Introduction to Transformation Prayer Ministry (video)
1. In this video, Dr. Ed shared how the women in his “survivor’s support group” knew the truth about their abuse with their minds (intellectually), but they did not believe it in their hearts. Are there biblical truths that you know with your intellect that you have had difficulty believing with your heart?
2. What are the implications for our daily lives concerning the TPM principle that says, “We feel whatever we believe?”
3. What is your reaction to the principle that “no one or nothing can ever make you feel anything that you may feel?”
4. What are the ramifications for blaming others our our situation for the emotions that we feel?
5. How can we say we believe the Scripture passage that says “God will supply all of our needs…” (Phil. 4:19) and yet still worry over our finances? How is this an example of double-mindedness? Why does trying harder to believe not work?
6. How is our efforts in controlling behavior different from self control that is the fruit of the Spirit?
7. How do you react to the idea that much of what we do that we call spiritual in the Christian life, is nothing that any unbeliever could also do if he simply put his mind to doing it? If this is true, what does this say about our spiritual performance? What sets a true believer in Christ apart from others who practice different religions?
8. In the video Dr. Ed often refers to experiential belief. This form of belief is what we will soon learn to be our heart or core belief. Heart belief always “trumps” our intellectual belief when the occasion arises where they are in conflict. Why do you think this is so? Why do you think that the lies we believe with our hearts are so difficult to change using our intellect to do so? Why can’t we just choose to believe the truth and therefore, believe it and it feel true to us?
9. The Bible tells us to “be anxious for nothing.” So then, what should we do if we ever feel even the slightest amount of anxiety? (Hint: Remember, emotion is not something to overcome, suppress, deny or run from, but rather, it is our “friend” pointing out something that needs our attention.)
10. Double-mindedness is the state of simultaneously holding opposing beliefs with our intellect and with our hearts. When this happens, we become “like a wave of the sea driven and tossed by the wind…unstable in all our ways.” (Jam. 1) Can you think of any examples of this reality in your own life. For example, are there Bible truths that you believe intellectually, but yet do not feel true in your heart?
11. According to James 1 we should “consider it joy” when we encounter life difficulties. Is joy the emotion that you experience during your life difficulties and troubles? If this is not true for you, then why is it not?

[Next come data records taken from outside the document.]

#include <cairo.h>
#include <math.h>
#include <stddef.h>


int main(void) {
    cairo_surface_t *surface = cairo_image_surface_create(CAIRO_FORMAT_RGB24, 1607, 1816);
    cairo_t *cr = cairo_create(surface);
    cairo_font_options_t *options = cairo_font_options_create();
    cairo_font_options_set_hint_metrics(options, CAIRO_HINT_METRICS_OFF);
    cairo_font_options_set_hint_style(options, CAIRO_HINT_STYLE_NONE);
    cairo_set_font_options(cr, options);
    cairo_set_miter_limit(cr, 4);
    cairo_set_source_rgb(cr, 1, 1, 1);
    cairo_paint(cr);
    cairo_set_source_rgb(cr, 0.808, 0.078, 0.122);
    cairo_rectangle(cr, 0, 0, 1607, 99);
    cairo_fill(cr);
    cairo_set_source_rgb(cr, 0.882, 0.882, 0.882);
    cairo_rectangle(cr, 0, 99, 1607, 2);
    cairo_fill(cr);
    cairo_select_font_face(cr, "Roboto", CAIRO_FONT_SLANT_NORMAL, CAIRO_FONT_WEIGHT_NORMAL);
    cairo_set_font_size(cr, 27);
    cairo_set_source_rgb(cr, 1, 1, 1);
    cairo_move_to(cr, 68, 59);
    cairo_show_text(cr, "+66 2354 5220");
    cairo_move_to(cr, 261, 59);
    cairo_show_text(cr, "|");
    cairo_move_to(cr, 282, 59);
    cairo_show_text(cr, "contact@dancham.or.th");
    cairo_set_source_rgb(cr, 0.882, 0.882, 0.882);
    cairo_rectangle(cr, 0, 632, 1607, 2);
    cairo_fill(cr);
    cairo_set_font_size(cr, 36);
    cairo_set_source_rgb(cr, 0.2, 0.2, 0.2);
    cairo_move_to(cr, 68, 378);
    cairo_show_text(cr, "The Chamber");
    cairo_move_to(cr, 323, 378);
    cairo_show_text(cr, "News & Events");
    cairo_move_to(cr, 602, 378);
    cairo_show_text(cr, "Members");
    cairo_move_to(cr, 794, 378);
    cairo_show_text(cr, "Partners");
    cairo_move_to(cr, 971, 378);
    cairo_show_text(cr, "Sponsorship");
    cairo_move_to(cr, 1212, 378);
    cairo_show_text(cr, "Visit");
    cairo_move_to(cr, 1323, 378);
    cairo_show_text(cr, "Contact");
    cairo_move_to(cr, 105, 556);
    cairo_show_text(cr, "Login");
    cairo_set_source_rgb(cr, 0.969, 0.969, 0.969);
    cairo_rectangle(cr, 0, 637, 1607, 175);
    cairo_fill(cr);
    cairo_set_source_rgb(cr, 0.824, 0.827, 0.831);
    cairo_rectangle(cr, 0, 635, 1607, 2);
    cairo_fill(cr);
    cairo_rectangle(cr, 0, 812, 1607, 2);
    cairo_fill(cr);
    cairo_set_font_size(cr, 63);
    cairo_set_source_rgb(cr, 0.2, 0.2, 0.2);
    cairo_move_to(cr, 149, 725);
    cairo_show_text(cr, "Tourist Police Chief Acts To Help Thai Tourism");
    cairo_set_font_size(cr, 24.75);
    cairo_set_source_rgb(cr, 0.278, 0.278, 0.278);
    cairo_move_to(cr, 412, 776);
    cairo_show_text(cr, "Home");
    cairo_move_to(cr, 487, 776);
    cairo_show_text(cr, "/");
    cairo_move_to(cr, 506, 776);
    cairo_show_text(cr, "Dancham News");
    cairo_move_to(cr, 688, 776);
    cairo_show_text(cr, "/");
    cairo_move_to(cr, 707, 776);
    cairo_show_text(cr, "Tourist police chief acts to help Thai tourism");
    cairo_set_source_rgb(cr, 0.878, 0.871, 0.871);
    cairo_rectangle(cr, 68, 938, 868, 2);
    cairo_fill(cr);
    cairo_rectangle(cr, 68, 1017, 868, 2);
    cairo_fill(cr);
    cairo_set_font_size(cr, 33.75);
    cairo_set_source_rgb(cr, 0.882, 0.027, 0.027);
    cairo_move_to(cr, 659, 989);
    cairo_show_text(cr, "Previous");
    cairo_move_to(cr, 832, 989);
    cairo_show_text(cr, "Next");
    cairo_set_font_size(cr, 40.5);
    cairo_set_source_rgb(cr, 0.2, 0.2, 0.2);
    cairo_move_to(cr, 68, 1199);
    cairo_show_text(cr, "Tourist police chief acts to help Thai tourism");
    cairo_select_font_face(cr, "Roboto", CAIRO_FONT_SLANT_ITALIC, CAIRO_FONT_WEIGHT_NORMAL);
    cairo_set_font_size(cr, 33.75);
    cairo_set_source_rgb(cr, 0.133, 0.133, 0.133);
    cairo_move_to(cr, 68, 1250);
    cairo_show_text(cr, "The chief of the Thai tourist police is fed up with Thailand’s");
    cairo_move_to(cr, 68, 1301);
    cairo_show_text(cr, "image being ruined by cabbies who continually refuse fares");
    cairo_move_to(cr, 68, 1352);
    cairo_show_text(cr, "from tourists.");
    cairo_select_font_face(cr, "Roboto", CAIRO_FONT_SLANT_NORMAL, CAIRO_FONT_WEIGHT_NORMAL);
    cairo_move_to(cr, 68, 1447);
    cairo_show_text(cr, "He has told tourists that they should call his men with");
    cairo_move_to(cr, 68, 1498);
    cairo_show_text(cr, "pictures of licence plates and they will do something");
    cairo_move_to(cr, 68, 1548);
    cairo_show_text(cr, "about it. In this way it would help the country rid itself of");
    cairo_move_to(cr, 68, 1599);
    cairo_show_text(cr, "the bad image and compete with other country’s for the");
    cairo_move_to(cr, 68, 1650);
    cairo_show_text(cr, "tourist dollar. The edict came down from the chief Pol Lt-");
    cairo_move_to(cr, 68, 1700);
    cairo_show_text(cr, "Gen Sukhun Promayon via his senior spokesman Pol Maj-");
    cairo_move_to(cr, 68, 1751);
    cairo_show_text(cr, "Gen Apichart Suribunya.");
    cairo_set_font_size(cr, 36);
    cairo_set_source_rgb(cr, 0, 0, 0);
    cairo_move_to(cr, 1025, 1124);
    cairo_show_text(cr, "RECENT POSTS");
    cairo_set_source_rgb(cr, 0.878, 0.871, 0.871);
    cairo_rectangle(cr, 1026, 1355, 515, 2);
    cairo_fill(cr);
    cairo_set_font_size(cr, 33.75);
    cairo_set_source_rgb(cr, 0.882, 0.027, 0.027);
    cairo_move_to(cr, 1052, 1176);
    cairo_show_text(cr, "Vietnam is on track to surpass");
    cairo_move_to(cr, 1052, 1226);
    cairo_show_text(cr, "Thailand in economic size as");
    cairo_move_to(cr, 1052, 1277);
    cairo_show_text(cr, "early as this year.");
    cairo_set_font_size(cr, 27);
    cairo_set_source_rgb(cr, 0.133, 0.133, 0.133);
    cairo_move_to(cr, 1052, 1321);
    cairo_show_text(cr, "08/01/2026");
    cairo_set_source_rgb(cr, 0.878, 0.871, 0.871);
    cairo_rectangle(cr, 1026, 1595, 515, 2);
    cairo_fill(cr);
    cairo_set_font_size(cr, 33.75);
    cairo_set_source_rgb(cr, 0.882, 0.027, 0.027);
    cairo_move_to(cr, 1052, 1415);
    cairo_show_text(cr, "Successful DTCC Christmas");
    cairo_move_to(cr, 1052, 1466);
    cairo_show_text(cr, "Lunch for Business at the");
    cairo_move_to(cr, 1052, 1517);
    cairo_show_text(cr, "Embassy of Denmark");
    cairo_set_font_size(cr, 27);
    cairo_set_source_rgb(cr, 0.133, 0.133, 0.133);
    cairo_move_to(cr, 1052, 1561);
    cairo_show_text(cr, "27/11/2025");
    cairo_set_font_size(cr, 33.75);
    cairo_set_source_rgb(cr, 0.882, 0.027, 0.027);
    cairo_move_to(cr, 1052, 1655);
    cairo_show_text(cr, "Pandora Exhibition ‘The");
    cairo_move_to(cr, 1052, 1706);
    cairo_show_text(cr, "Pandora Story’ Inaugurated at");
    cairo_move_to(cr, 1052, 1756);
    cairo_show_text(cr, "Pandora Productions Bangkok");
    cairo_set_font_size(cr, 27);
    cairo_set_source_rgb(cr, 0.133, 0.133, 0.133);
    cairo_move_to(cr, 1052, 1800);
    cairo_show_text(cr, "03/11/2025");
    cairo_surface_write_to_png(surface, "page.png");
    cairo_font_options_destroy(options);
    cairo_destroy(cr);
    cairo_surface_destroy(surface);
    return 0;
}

12. Only the Holy Spirit can talk us out of our “impure faith” that is, the lies we believe with our hearts. Are there things that you believe that are contrary to the truth that you have struggled to overcome?
13. How do you react to the idea that it requires no more effort to live in the truth once we know it with the heart, than it did to live in the lies we believed in our hearts? If this is so, what are the implications for this in our daily life and our hope for walking in victory?
14. How is doubt a sign of believing something contrary to the truth? How are we to deal with doubt?
15. What is the problem with making the fruit of the Spirit a “to-do” list? Can you give testimony of genuine evidence of the fruit of the Spirit in your own life?
16. Romans 12:2 says we are to be transformed by the renewing of our minds. What does it mean to have our minds renewed? How is this transformation brought about? Why is transformation much more than just growing in Bible knowledge? What does mind renewal and transformation have to do with our experiencing the fruit of the Spirit?